I have nothing now but praise for my life. I’m not unhappy. I cry a lot because I miss people. They die and I can’t stop them. They leave me and I love them more…What I dread is the isolation. … There are so many beautiful things in the world which I will have to leave when I die, but I’m ready, I’m ready, I’m ready. ― Maurice Sendak, Where the Wild Things Are
I tell stories while my father drives. Even after all of these years, all this time, he navigates roads and we show off our scars and tell our war stories, binding ourselves to all the history — almost to a point where we’d sometimes smother ourselves with it. Open up old wounds and get lost in the wreckage. We’re runaways like that, one foot on the floor and one in the air, poised to run. All because of you, dear mother. All the years that we endured you. Call it a force of habit, because on the days when you’d thunder in and make a mess of the place — all plumes of smoke, ash and peach pie on the floor and beer cans under the bed — or the nights when you wouldn’t come home at all, my dad would collect the keys and we’d make a break for it.

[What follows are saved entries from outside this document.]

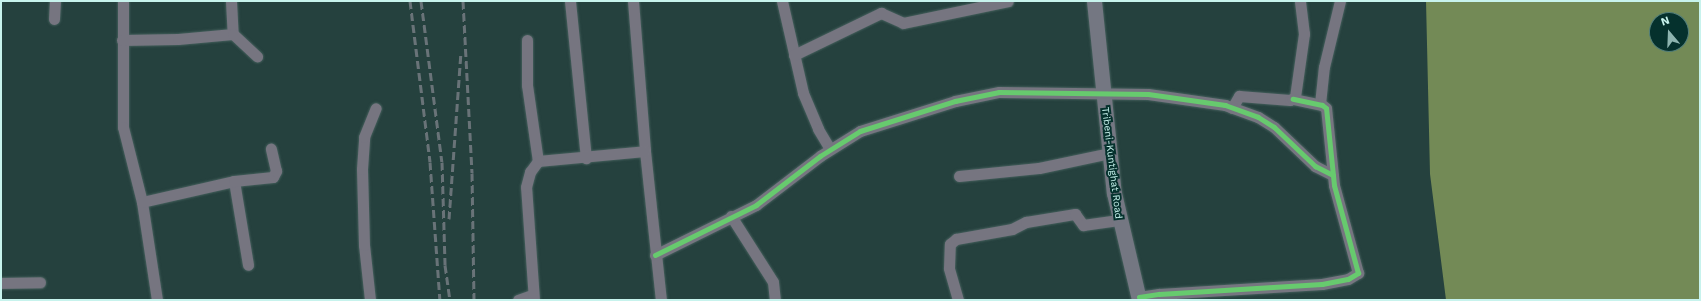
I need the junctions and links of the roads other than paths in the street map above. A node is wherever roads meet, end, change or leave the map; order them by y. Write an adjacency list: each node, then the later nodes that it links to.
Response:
1 (55, 1): 11 (street)
2 (123, 1): 13 (street)
3 (231, 1): 12 (street)
4 (570, 1): 26 (street)
5 (633, 1): 24 (street)
6 (782, 1): 15 (street)
7 (1008, 1): 15 (street)
8 (1094, 1): 17 (main road, Tribeni-Kuntighat Road)
9 (1300, 1): 18 (street)
10 (1340, 1): 19 (street)
11 (54, 19)
12 (233, 34): 13 (street); 16 (street)
13 (122, 40): 31 (street)
14 (527, 40): 27 (street)
15 (794, 55): 23 (street)
16 (257, 56)
17 (1103, 95): 21 (street); 23 (street); 25 (main road, Tribeni-Kuntighat Road)
18 (1293, 99): 19 (street); 21 (street)
19 (1320, 104): 29 (street)
20 (376, 108): 41 (street)
21 (1232, 108): 29 (street)
22 (271, 149): 30 (street)
23 (830, 149): 32 (street)
24 (645, 151): 26 (street); 34 (street)
25 (1110, 153): 28 (street); 33 (main road, Tribeni-Kuntighat Road)
26 (586, 158): 27 (street)
27 (538, 161): 38 (street)
28 (959, 176)
29 (1333, 176): 39 (street)
30 (234, 181): 31 (street); 35 (street)
31 (142, 202): 40 (street)
32 (731, 216): 34 (street); 44 (street)
33 (1119, 220): 39 (main road, Tribeni-Kuntighat Road); 45 (street)
34 (656, 255): 43 (street)
35 (248, 265)
36 (40, 282): 37 (street)
37 (1, 283)
38 (533, 297): 42 (street)
39 (1139, 299)
40 (157, 300)
41 (370, 300)
42 (518, 300)
43 (661, 300)
44 (775, 300)
45 (958, 300)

From the strip of fast food joints on Merrick Road to the stalwart diners on Sunrise Highway that gleamed bright, we’d knit ourselves to fluorescent lights and the promise of a warm meal. For four years we lived in this magical world where we’d curtain ourselves off from the world and talk about my mother. Would she get better. Would she quit the coke. Would she be the magnificent woman we once remembered her to be. As I grew angrier at a woman who promised to change but never would, my father was eternally hopeful. He was a man who craved peace. He was a man looking for a great, sweeping love. And it broke my heart to leave him alone in that house with her, but he told me to shut it. Going to college was my way out. Come fall I left, and he chose to live among the remains of a woman he once thought he knew. Maybe he loved her or perhaps he was a martyr, I’m not sure he’ll ever tell.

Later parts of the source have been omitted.